Hey everyone
I’ve started working on my weight loss and found that even when I’m getting my protein and nutrients, I’m often close to or below 1200 calories. Do you think 1200 calories a day is actually fine if I’m careful with it?
Hey everyone
I’ve started working on my weight loss and found that even when I’m getting my protein and nutrients, I’m often close to or below 1200 calories. Do you think 1200 calories a day is actually fine if I’m careful with it?
What’s your height and do you do any exercise?
Usually, 1200 is okay if you’re shorter and don’t do much physical activity. But if you’re taller or more active, you might need a bit more.
Dakota said:
What’s your height and do you do any exercise?
Usually, 1200 is okay if you’re shorter and don’t do much physical activity. But if you’re taller or more active, you might need a bit more.
I’m 5’2, female, and I do some weight training in the morning, but my job is mostly sitting down.
@Noe
At your height and with light training, 1200 might be okay as long as you’re meeting your nutrition goals.
Just keep an eye on things like energy and any shifts in your cycle. Those can be signs that you might need a bit more fuel.
For your height, that’s probably fine. I’m 5’3, and my BMR is around 1200 too, so I need to keep things low to see any progress.
If you’re a woman, 1200 might be okay, but you may start feeling tired after a while. Maybe try bumping it up to 1300-1400 so it feels more sustainable long-term.
For men, though, 1200 is likely too low.
Being much lower than 500 calories below what you actually need can be risky. Your body needs calories to keep going. It’ll use stored fat, but it could also break down other reserves, which isn’t great for health.
Try using an online TEE calculator. If your goal is weight loss, aim for around 500 fewer calories than you burn each day.

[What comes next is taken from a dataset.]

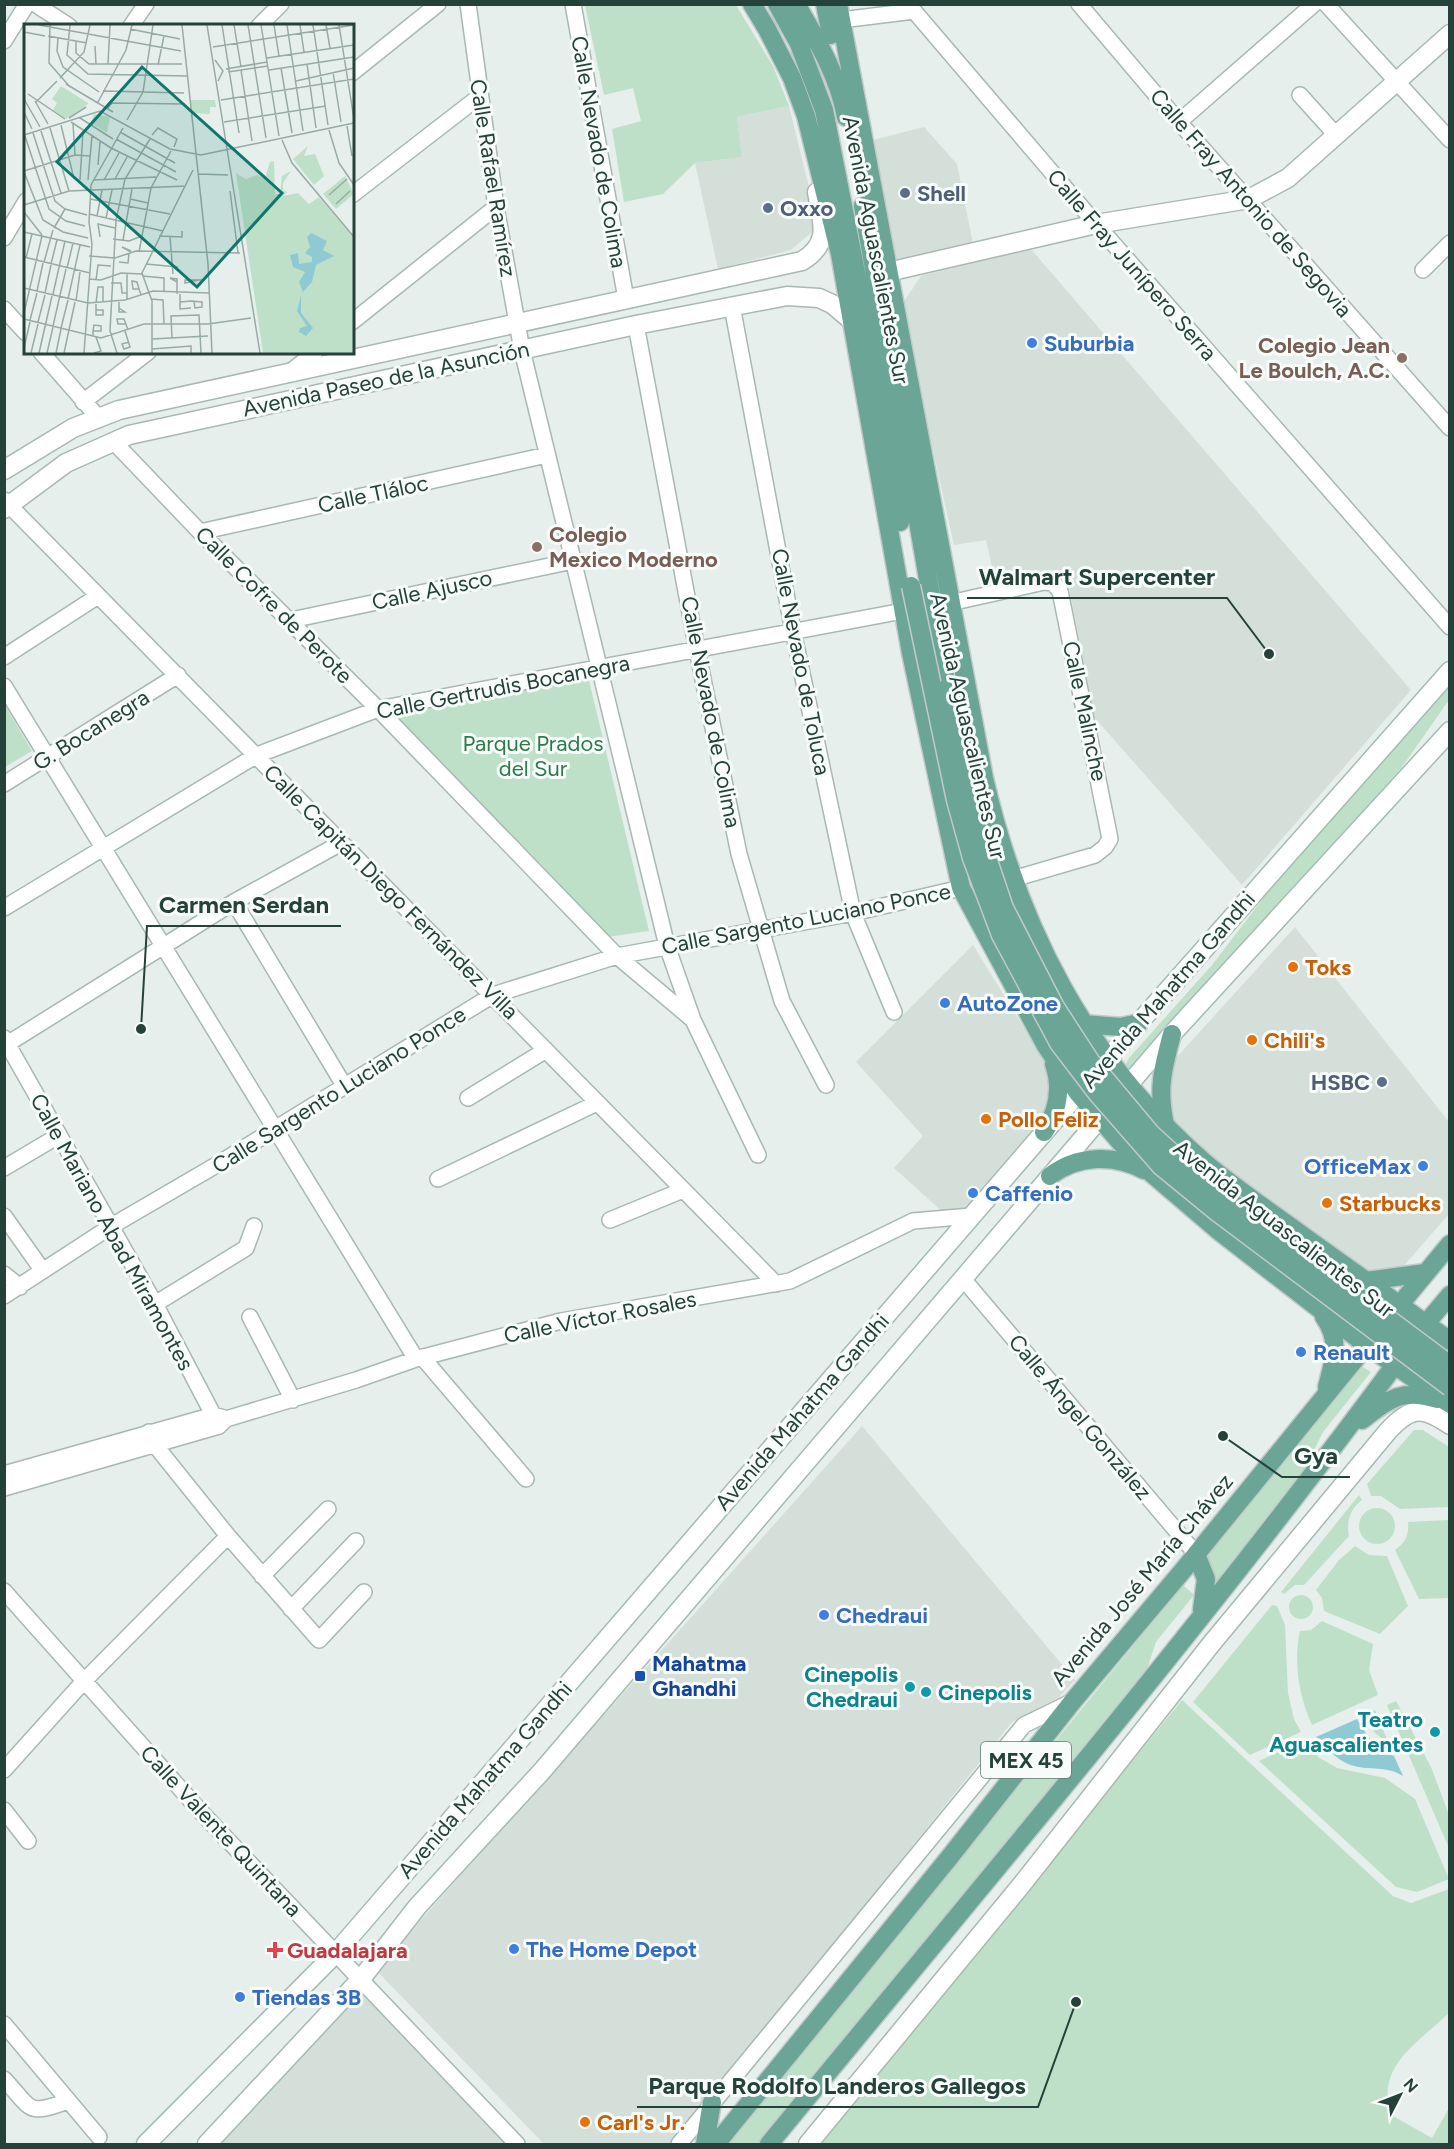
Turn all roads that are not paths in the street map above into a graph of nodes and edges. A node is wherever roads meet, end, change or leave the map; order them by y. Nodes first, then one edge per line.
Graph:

That way, you’ll lose weight more gradually but also more sustainably.
It depends on a lot of things. What are you eating? What type of exercise? What’s your job like? Are you sitting or moving a lot? And then there’s genetics…
A lot of people track calories so they can fit in some “junk” every day. If you focus on mostly nutritious foods, you might not need to count calories as much. Healthy eating habits and regular exercise can make the numbers less important.
1300 calories might be better if you’re active, and try doing some light exercise instead of cutting too low. Also, a cup or two of vegetables a day is a good idea for fiber and vitamins.
Check out MyPlate for guidance on nutrient amounts. Aim to keep sugars low, and avoid things like trans fats. Don’t just eat salad, try adding beans or nuts, and maybe a little cheese. Balance out your meals with proteins, fats, and carbs, and try not to be too strict. Enjoy your meals without distractions, and make sure to eat foods that keep you full.
Toddlers need around 1200 calories a day to grow, so that should give some perspective.